[topicmapmail] Dictionary
Lars Marius Garshol
larsga@garshol.priv.no
05 Mar 2002 11:16:26 +0100
Hi Bob,
* Lars Marius Garshol
|
| Are you asking for advice on how to turn your dictionary into a
| topic map? How to represent it as a topic map? How to implement
| searching in it once it has become a topic map? Or how to integrate
| the dictionary with other data that is in topic map form?
* Bob Parks
|
| The answer is "yes" ... ;-) We would like to do all those
| things. The most important are (1) representing the dictionary as a
| topic map; and
This need not be very difficult, actually. Judging from your web site
you could turn each headword into a topic, and each different meaning
of that headword into a topic. You could then use associations to
connect the the meaning with the headword. The "part of speech"
information could be captured by making the headwords instances of
"noun", "adjective", etc, all of which would be subtypes of "word".
Phrases would also merit topics of their own.

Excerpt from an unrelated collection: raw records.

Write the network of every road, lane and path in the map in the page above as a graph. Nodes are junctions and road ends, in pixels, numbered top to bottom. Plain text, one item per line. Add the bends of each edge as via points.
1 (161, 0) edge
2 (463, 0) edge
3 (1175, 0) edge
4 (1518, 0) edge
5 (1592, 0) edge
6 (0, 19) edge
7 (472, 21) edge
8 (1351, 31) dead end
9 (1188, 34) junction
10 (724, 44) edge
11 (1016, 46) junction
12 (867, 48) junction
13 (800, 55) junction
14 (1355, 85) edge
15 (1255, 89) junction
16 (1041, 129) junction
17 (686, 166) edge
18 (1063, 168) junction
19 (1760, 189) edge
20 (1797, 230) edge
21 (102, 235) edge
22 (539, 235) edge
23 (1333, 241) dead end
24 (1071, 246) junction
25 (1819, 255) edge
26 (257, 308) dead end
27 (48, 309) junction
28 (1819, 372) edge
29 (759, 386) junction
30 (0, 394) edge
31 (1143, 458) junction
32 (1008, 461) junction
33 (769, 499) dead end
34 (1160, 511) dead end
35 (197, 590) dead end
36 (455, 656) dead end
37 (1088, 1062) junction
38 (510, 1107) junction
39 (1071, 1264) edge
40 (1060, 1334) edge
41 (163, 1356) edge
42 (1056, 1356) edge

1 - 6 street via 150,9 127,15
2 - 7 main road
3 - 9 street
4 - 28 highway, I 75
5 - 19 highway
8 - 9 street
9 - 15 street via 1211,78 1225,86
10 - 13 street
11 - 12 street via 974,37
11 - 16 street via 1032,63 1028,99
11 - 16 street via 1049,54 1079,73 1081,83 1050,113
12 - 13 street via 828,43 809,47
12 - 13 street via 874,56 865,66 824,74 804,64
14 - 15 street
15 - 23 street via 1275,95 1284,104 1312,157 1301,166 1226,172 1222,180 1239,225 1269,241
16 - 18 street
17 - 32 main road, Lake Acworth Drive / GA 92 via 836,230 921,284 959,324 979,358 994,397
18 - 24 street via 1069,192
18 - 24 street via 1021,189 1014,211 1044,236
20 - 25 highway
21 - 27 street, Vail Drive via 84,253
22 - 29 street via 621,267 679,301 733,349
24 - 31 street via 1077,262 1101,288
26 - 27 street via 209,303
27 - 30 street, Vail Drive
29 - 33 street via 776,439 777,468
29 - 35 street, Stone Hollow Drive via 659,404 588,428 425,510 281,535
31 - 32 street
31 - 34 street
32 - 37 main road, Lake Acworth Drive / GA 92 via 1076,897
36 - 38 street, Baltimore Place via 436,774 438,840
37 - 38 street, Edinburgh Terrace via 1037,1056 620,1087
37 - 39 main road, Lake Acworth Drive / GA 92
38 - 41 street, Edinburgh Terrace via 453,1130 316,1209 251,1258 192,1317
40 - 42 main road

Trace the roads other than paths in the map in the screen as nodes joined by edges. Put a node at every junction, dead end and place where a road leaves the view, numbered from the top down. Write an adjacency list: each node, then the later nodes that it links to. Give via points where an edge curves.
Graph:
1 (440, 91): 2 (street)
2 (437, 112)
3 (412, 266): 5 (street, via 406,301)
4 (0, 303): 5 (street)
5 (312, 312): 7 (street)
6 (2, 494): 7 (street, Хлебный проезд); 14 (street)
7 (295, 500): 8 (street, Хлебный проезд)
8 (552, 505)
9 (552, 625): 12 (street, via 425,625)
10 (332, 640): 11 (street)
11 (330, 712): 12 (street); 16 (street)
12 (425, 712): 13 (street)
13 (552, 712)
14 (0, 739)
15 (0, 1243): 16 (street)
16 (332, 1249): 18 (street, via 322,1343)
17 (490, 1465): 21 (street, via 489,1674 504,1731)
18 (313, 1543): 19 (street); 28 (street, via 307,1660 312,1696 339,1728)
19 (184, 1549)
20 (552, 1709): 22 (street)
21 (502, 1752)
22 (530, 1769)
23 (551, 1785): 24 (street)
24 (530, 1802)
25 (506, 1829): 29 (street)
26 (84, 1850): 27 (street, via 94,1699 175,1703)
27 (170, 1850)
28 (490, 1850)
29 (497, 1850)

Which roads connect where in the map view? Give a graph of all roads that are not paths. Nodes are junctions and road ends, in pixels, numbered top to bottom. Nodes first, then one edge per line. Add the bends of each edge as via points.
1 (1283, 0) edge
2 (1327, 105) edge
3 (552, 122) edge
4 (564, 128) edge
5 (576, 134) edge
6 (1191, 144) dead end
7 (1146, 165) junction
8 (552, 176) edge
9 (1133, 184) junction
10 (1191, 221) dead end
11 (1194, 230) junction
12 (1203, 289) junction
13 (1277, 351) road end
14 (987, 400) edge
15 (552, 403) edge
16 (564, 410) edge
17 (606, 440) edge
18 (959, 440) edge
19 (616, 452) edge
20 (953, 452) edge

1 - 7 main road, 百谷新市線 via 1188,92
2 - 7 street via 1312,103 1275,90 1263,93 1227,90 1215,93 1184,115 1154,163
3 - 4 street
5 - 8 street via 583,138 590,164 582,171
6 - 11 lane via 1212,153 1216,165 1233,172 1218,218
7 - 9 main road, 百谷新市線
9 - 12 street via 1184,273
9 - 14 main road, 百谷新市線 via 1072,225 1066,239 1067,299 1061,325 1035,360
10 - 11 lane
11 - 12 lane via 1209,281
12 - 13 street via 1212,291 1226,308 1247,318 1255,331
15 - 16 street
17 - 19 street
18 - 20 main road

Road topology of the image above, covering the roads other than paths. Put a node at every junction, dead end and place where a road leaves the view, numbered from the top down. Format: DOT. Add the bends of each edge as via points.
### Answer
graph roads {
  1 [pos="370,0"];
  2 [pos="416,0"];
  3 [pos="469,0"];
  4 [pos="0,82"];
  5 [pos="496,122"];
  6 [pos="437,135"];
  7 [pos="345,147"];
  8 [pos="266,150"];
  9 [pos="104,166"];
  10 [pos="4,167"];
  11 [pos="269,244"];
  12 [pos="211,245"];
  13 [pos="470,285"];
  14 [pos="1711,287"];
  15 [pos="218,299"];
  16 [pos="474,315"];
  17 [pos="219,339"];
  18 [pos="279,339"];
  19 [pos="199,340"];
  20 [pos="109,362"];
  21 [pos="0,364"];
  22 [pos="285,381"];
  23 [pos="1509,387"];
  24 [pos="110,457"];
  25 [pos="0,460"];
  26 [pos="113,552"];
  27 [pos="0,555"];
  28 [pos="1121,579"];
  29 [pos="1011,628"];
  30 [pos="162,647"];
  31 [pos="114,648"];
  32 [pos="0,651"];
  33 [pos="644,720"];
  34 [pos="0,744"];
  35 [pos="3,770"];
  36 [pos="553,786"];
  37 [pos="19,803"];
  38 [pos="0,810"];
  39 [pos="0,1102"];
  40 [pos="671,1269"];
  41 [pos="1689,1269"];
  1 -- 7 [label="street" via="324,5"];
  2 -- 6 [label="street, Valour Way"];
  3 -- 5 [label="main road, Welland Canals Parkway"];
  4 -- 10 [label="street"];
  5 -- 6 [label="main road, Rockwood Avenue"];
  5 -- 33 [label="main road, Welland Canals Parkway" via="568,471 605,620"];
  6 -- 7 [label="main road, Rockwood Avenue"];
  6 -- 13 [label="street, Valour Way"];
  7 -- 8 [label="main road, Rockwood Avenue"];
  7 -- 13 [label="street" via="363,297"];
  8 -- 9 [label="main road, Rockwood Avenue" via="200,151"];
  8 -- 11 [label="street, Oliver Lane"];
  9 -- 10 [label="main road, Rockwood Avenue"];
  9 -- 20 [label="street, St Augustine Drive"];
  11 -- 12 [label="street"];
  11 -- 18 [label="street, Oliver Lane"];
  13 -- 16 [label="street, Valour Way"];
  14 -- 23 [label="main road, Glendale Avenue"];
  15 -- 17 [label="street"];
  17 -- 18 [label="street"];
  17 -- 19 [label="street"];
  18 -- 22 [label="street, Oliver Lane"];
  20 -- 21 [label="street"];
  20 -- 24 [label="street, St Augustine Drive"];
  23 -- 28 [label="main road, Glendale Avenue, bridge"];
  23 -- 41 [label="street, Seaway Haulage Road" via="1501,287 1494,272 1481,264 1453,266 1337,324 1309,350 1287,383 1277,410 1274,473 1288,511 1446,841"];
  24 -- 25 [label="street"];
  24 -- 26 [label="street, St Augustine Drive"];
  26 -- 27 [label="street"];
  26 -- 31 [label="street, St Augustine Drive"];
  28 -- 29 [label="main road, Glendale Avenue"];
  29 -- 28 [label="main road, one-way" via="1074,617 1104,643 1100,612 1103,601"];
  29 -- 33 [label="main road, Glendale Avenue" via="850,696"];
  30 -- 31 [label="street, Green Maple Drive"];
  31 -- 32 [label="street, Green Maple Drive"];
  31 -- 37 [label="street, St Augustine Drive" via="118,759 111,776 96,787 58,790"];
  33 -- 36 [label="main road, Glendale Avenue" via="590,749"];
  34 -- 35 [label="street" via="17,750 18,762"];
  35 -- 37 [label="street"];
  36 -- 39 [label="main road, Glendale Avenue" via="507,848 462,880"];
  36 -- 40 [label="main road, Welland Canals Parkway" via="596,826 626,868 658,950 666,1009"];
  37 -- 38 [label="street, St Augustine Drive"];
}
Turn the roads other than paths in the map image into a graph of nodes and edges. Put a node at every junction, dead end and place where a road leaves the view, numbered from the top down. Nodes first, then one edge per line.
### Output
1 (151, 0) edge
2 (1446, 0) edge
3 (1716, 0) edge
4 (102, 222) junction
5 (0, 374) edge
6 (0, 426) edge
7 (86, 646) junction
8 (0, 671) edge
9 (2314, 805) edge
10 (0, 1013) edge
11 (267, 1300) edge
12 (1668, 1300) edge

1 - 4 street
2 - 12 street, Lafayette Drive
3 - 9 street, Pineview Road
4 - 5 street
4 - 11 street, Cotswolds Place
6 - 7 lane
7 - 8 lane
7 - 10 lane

Definitions, pronunciations, and examples would become internal
occurrences of those types. (That is: "definition", "pronunciation",
and "example".)
The links between different headwords you could capture with
associations of different types.
Probably there is a bit more to your information, but it should be
easy to represent it as a topic map.
At one point I converted WordNet into a topic map. This was a very
direct translation of the WordNet structure using our autogeneration
toolkit, but if you're interested I could dig it up and make the topic
map available to you.
Your web site could actually quite easily be reimplemented on top of a
topic map using a topic map web publishing solution and a full-text
search integration. It wouldn't give you much that you don't already
seem to have, though, unless you want to expand your service with more
content.
| The basic perspective behind my interest is to use the dictionary
| definitions/concepts as a "starter kit" for indexers or creators of
| topic maps, where the concepts/topics they index may or may not be
| represented in the dictionary.
Then I understand where you are headed. Yes, this makes a lot of
sense. Essentially, what you want to do is to create a set of
so-called published subjects. These are well-defined topics with
stable identifiers, which can be reused by other topic map creators to
a) save ontology design time, and b) ensure that their topic maps are
compatible with those created by others.
The stable identifiers ensure that if two different topic map creators
both create a topic for the subject "head" (the body part), they can
both refer to your identifier for that subject (your published
subject, essentially), and their topic maps will merge correctly.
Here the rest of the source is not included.